# Instructions to follow
Once the pictures are set aside, print the records that follow exactly as written.

# Dataset
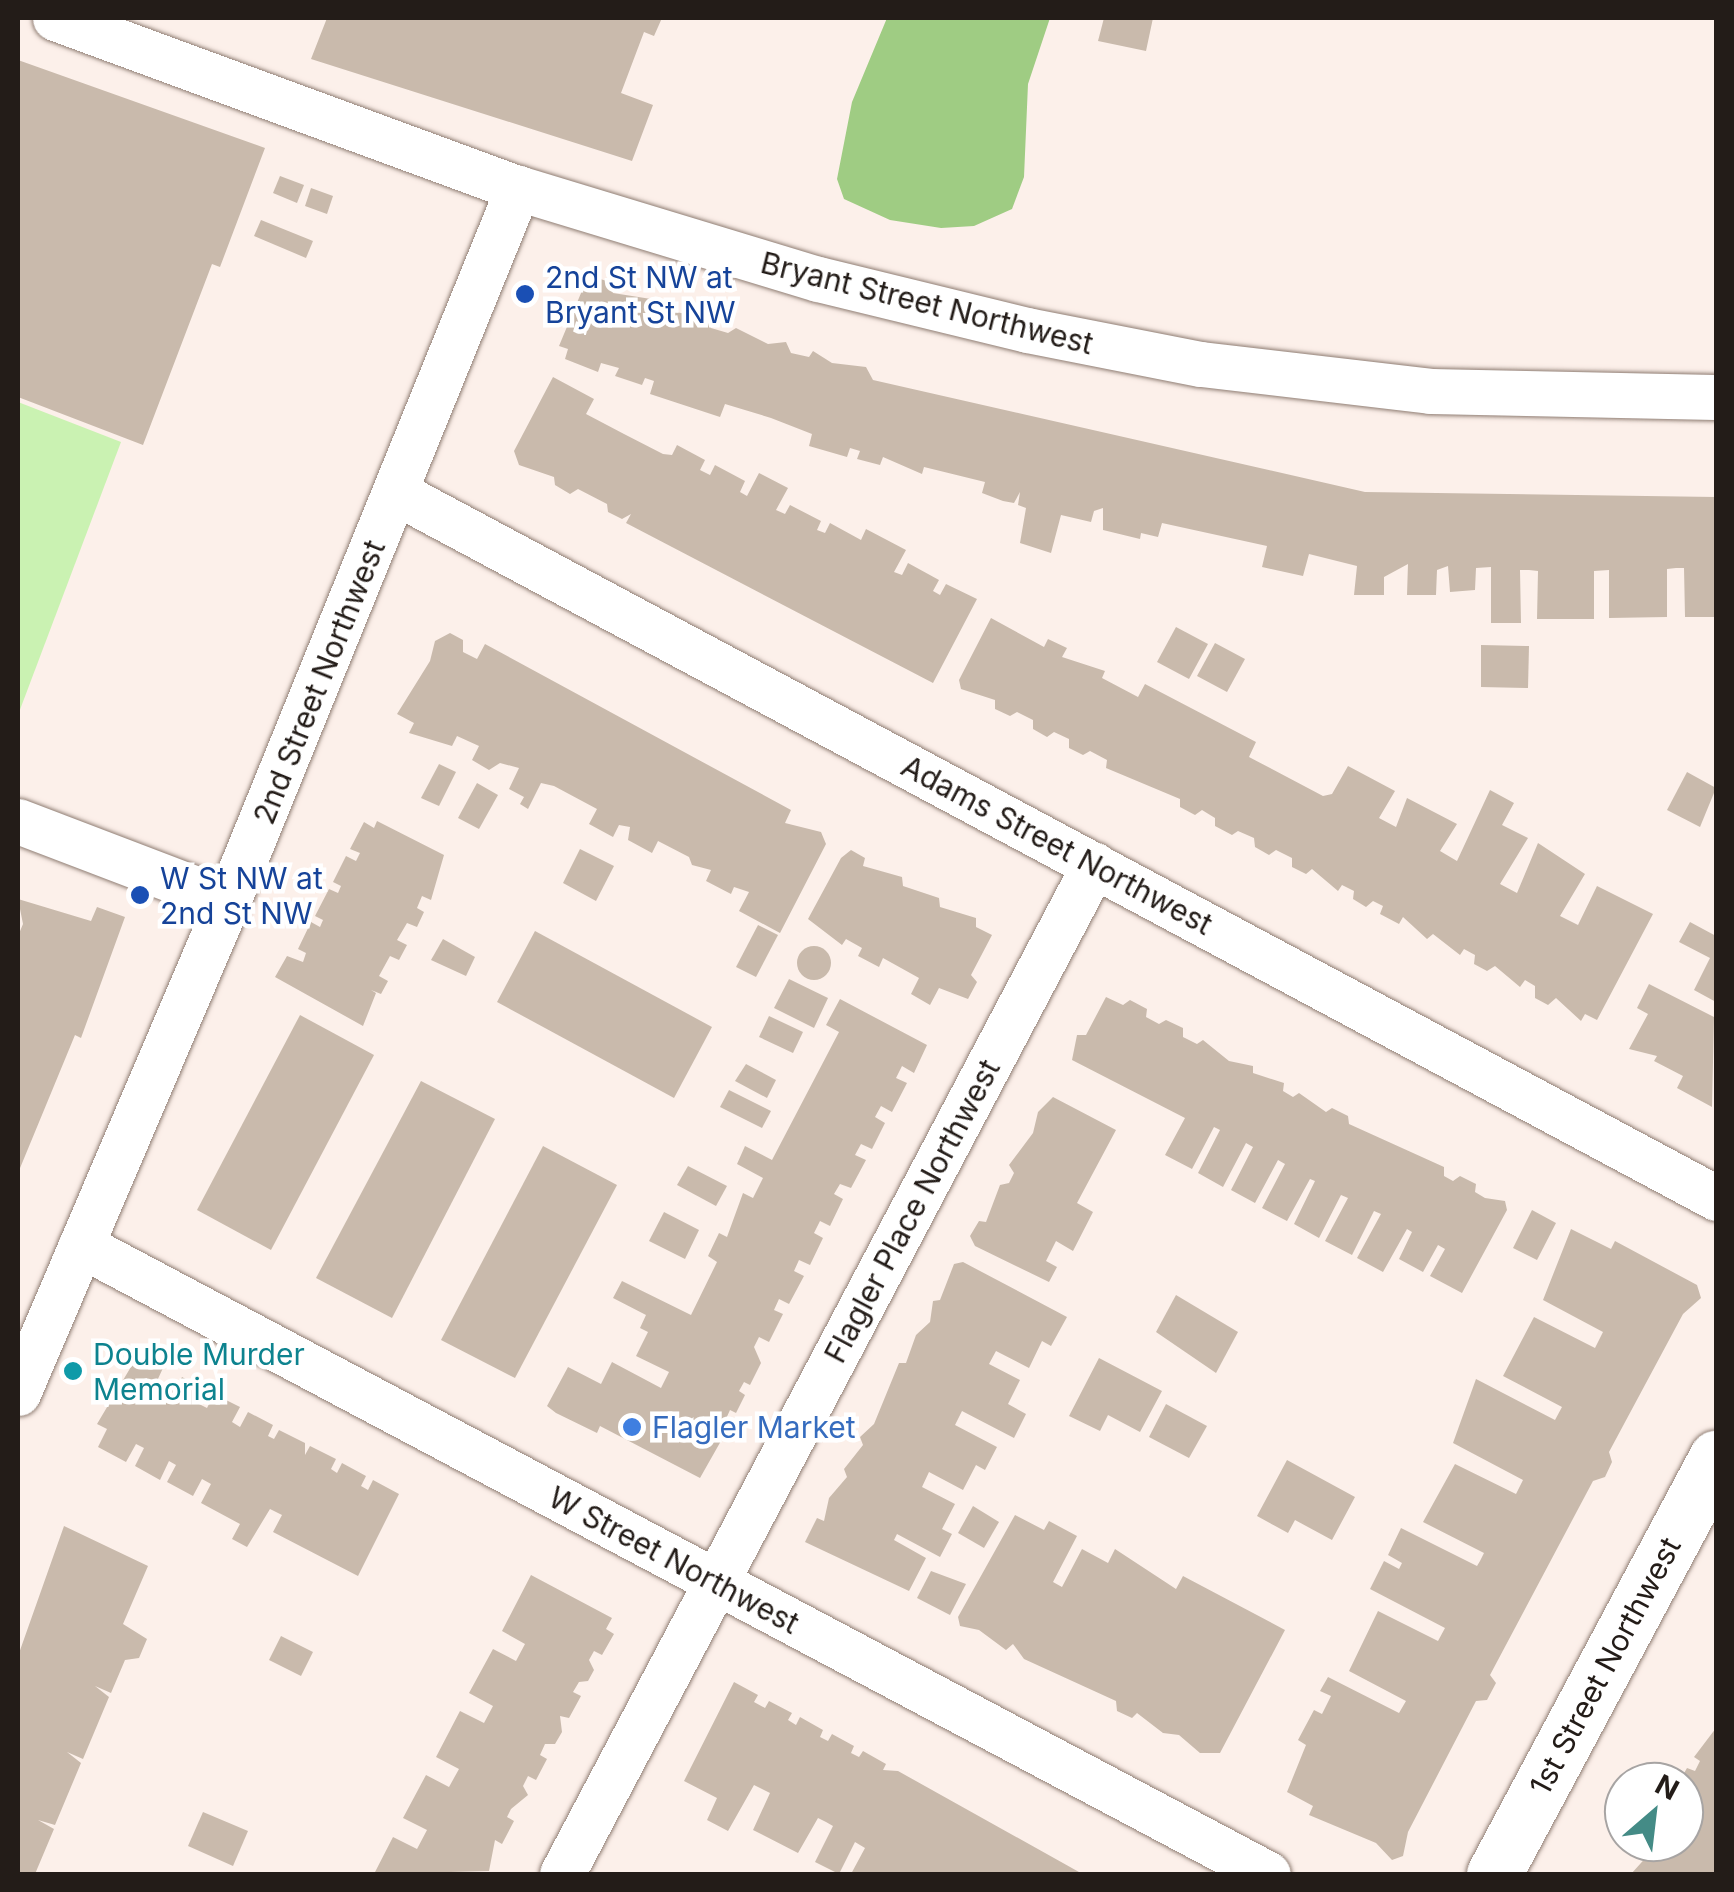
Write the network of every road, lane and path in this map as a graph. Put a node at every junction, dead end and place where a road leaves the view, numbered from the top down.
1 (56, 18) edge
2 (518, 188) junction
3 (1716, 397) edge
4 (397, 493) junction
5 (18, 821) edge
6 (1094, 865) junction
7 (228, 901) junction
8 (1716, 1198) edge
9 (81, 1245) junction
10 (18, 1393) edge
11 (1716, 1458) edge
12 (716, 1582) junction
13 (562, 1874) edge
14 (1268, 1874) edge
15 (1494, 1874) edge

1 - 2 street, Bryant Street Northwest
2 - 3 street, Bryant Street Northwest
2 - 4 street, 2nd Street Northwest
4 - 6 street, Adams Street Northwest
4 - 7 street, 2nd Street Northwest
5 - 7 street
6 - 8 street, Adams Street Northwest
6 - 12 street, Flagler Place Northwest
7 - 9 street, 2nd Street Northwest
9 - 10 street, 2nd Street Northwest
9 - 12 street, W Street Northwest
11 - 15 street, 1st Street Northwest
12 - 13 street, Flagler Place Northwest
12 - 14 street, W Street Northwest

# Written solution
Write the network of every road, lane and path in this map as a graph. Put a node at every junction, dead end and place where a road leaves the view, numbered from the top down.
1 (56, 18) edge
2 (518, 188) junction
3 (1716, 397) edge
4 (397, 493) junction
5 (18, 821) edge
6 (1094, 865) junction
7 (228, 901) junction
8 (1716, 1198) edge
9 (81, 1245) junction
10 (18, 1393) edge
11 (1716, 1458) edge
12 (716, 1582) junction
13 (562, 1874) edge
14 (1268, 1874) edge
15 (1494, 1874) edge

1 - 2 street, Bryant Street Northwest
2 - 3 street, Bryant Street Northwest
2 - 4 street, 2nd Street Northwest
4 - 6 street, Adams Street Northwest
4 - 7 street, 2nd Street Northwest
5 - 7 street
6 - 8 street, Adams Street Northwest
6 - 12 street, Flagler Place Northwest
7 - 9 street, 2nd Street Northwest
9 - 10 street, 2nd Street Northwest
9 - 12 street, W Street Northwest
11 - 15 street, 1st Street Northwest
12 - 13 street, Flagler Place Northwest
12 - 14 street, W Street Northwest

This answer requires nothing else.